Ottorino Respighi's (1879-1937) central artistic concern was the search for new paths for Italian music alongside opera, which dominated musical life and which Respighi by no means neglected, but did not see as the only possibility for artistic creation. He had a distanced attitude towards New Music.
Respighi was born in Bologna, where he also began his professional career as a violist in the opera orchestra. Between 1900 and 1903, Respighi had various seasonal engagements in St. Petersburg and Moscow, where he took lessons from Nikolai Rimsky-Korsakoff. After his return to Bologna, Respighi began to work intensively on Italian music of the 17th and 18th centuries. Among other things, he created an orchestral version of Monteverdi's „Lamento d'Arianna“, whose premiere in Berlin in October 1908 was an important success and brought him general recognition as an imaginative arranger of older music. A short time later, Respighi was appointed professor of composition, first in Bologna and from 1913 in Rome.

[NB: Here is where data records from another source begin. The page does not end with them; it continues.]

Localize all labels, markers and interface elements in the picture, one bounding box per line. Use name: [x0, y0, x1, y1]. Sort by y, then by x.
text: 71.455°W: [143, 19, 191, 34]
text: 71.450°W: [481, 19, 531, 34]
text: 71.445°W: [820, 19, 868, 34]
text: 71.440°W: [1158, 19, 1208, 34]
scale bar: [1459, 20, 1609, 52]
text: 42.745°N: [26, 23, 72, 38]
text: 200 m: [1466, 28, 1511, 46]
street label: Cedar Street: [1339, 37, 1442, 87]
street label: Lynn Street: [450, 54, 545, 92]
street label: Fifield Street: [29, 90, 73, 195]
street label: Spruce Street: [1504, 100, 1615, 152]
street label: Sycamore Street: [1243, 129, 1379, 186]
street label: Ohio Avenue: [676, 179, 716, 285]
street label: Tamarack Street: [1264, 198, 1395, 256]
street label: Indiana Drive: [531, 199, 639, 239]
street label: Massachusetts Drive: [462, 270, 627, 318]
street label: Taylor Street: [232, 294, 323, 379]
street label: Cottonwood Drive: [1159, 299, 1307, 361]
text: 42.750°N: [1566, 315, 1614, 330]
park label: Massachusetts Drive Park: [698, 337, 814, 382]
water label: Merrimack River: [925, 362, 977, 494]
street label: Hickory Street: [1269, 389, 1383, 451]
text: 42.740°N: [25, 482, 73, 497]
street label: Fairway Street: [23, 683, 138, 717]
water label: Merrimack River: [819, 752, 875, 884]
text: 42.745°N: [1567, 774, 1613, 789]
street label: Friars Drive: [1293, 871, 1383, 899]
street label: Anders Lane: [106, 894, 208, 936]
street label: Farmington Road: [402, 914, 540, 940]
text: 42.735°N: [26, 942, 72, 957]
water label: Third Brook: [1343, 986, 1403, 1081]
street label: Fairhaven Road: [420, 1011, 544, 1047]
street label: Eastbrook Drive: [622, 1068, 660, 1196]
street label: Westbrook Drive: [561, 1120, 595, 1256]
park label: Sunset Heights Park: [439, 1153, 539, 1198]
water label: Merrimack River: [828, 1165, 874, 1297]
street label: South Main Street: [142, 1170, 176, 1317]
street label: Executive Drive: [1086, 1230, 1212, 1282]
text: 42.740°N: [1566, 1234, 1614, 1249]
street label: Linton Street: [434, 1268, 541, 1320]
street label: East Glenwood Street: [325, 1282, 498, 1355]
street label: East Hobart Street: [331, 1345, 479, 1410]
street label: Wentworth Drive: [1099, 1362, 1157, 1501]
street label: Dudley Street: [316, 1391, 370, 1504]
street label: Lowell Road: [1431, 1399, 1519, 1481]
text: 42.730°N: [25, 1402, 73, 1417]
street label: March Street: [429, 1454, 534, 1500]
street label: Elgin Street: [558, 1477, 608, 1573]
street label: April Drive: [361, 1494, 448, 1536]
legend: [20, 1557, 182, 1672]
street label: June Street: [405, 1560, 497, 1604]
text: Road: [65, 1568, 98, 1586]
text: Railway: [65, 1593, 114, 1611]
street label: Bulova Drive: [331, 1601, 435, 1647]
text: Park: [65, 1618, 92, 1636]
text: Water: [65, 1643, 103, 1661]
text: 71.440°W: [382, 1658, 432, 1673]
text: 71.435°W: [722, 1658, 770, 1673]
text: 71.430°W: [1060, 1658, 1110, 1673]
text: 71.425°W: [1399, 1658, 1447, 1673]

11 February 1918 was a turning point in Respighi's life. The triumphant Milan performance of the symphonic poem "Fontane di Roma" (The Fountains of Rome) under Arturo Toscanini made him the most prominent Italian composer of instrumental music since Antonio Vivaldi. By 1928, Respighi had followed the "Fontane di Roma" with two further, similarly conceived pieces about the pines and the festivals of Rome, some of which are characterised by his exploration of Gregorian music.
Respighi's relationship to Italy's fascist movement, which gladly utilised his music, is controversial. As far as can be seen, Respighi's reaction to this was cold and by no means enthusiastic. Nevertheless, he was persistently associated with the fascist regime. The composer, who had been in poor health since early 1936, died in the summer of 1937.